Als zesjarige hoorde Mercan Dede de ney op de radio en werd meteen verliefd op de klank van het instrument. Het zelf spelen was er voor hem niet bij: hij was eenvoudigweg te arm om er zich eentje te kunnen aanschaffen en dat bleef zo toen hij naar Istanbul trok om er journalistiek te studeren. Er zat dus niets anders op dan er zelf één te maken uit een plastic buis. Geen drama, want Dede had toch niet meteen muzikale ambities. Dat lag anders voor zijn werk als fotograaf. Het was deze kunstdiscipline die hem naar Canada voerde, op uitnodiging van de Sakatoon Public Library, waar hij een tentoonstelling kon organiseren. Dede bleef in Saskatoon hangen en betaalde zijn huishuur door in een bar te werken.
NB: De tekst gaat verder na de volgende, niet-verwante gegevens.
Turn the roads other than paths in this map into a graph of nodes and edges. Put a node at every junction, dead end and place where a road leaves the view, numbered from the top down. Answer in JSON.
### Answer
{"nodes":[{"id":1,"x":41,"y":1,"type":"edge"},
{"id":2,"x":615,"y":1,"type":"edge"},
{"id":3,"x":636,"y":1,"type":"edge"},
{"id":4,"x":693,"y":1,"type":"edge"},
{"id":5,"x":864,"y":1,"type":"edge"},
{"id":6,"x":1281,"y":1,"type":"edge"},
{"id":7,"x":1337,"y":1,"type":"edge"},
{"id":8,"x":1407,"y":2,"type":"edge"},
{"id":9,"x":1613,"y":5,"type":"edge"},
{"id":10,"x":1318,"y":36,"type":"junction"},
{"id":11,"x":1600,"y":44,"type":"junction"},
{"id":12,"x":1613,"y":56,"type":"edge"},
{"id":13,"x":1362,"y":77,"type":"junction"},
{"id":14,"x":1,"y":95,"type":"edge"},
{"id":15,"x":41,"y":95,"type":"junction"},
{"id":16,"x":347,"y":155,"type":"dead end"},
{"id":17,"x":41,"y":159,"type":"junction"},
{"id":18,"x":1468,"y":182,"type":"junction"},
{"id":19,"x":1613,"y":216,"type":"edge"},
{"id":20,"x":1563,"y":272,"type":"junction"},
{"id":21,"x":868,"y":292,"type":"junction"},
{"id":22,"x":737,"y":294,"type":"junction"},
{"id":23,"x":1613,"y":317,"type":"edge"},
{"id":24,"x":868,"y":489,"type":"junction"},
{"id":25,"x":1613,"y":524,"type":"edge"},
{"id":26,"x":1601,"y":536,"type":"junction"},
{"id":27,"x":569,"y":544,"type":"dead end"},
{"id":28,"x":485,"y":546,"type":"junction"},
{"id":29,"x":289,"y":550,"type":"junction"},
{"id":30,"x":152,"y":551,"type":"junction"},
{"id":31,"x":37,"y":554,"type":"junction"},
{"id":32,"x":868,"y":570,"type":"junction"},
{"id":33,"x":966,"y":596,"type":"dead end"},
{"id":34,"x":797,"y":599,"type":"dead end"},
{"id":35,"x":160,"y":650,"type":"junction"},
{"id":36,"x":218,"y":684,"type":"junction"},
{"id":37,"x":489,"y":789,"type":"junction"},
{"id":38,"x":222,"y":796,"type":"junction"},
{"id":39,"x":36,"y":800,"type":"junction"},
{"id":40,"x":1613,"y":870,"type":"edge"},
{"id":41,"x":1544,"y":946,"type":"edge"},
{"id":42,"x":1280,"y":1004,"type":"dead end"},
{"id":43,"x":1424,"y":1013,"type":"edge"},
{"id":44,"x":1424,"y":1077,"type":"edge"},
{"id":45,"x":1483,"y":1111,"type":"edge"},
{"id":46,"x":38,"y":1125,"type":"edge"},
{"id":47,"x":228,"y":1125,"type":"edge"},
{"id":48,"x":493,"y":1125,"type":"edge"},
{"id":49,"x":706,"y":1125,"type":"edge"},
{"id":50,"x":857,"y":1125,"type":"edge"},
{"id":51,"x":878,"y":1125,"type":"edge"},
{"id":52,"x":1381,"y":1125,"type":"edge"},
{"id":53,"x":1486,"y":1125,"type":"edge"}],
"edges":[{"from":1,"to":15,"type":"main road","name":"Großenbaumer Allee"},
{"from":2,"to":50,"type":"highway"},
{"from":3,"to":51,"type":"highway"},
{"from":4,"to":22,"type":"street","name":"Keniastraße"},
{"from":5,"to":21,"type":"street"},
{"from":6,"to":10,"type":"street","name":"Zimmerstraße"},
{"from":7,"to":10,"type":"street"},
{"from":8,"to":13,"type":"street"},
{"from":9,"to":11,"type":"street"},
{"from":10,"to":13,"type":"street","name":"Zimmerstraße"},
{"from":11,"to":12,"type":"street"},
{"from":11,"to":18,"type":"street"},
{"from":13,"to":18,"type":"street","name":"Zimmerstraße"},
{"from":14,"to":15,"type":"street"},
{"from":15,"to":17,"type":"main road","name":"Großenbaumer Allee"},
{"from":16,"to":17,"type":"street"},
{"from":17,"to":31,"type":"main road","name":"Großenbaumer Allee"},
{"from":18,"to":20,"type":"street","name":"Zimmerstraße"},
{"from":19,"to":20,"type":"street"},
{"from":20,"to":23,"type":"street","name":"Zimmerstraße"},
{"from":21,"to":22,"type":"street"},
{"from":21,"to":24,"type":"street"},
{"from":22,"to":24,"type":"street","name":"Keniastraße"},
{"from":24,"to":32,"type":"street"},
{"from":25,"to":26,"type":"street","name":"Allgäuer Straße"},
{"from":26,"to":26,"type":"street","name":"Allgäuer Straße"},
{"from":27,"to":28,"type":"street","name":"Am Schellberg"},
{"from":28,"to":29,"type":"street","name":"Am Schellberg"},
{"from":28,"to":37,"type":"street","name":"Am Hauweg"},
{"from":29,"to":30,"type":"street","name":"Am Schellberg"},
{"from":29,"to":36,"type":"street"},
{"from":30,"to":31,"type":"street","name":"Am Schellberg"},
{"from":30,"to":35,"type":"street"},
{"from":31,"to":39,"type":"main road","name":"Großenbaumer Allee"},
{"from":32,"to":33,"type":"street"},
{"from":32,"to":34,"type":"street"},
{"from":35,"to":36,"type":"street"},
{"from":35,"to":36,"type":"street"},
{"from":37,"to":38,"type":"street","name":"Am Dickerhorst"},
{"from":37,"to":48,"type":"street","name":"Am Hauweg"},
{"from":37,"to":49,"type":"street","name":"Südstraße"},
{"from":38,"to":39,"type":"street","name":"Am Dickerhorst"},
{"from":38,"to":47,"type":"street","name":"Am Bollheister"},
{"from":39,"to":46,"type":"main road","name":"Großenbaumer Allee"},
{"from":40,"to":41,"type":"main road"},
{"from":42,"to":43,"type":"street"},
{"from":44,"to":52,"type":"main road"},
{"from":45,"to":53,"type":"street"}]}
Toen op een avond de geboekte dj niet kwam opdagen sprong Dede in en nam zijn carrière een drastische wending. Midden de jaren '80 toerde hij onder de naam Arkin Allen en in 1987 kwam hij naar buiten onder zijn eigen naam met zijn eerste album: 'Sufi Dreams'.
Enkele jaren later verhuisde hij naar Montreal waar hij aanvankelijk studeerde en later les gaf aan het Concordia College. Ondertussen was zijn muziek in zijn vaderland Turkije niet onopgemerkt gebleven. Een festival boekte hem, maar had eigenlijk gerekend op een oudere man (Dede is Turks voor grootvader). Het succes was er niet minder om en Dede besliste om van dan af steeds actief te zijn onder de naam Mercan Dede.
In 2002 verscheen Dede in een andere gedaante met de release van 'Nar', een plaat van Dede's band Secret Tribe die in Turkije tot 20 000 bezoekers lokt. Ook buiten Turkije ging de naam van Dede rond. Zo stond hij in 2001 op het Montreal Jazz Festival voor een publiek van 150 000 luisteraars en een jaar later trad zijn Montreal Tribe Trio op tijdens het Womex festival in Essen en op het International Transmusicales Festival in Rennes.
In 2006 verscheen zijn vijfde cd onder eigen naam: 'Breath'. Hierop is Mercan Dede te horen is als producer, ney-speler, zanger en percussionist.

Over de audio

In hoeverre zoete weemoed en beats samen kunnen gaan? Dat laat Mercan Dede op 'Ginhawa' overtuigend horen. Traditionele en klassieke instrumenten als de cumbush van Yurdal Tokcan, de klarinet van Aykut Sütoğlu, de percussie van Dede zelf en de vocalen mengen zich hier mooi met een elektrische viool (Hugh Marsh), beats en andere elektronica. De instrumenten worden daarbij niet als losse samples gebruikt, maar in samenspel geplaatst. Beats en elektronica bouwen geleidelijk aan op, maar laten voldoende ruimte zodat de (veelal akoestische) instrumenten kunnen schitteren. In de balans tussen elektronisch en akoestisch of melodisch en dansbaar heeft Mercan Dede in 'Ginhawa' een evenwicht gevonden dat muziek uit de sector van de "worldbeats" niet tot slappe was herleidt, maar dat de muziek overtuigend houdt binnen zowel de traditionele als de dancesector.

Meer over Mercan Dede


Verder bij Kwadratuur

Interessante links
Agenda
Concertagenda
  • Geen concerten gevonden.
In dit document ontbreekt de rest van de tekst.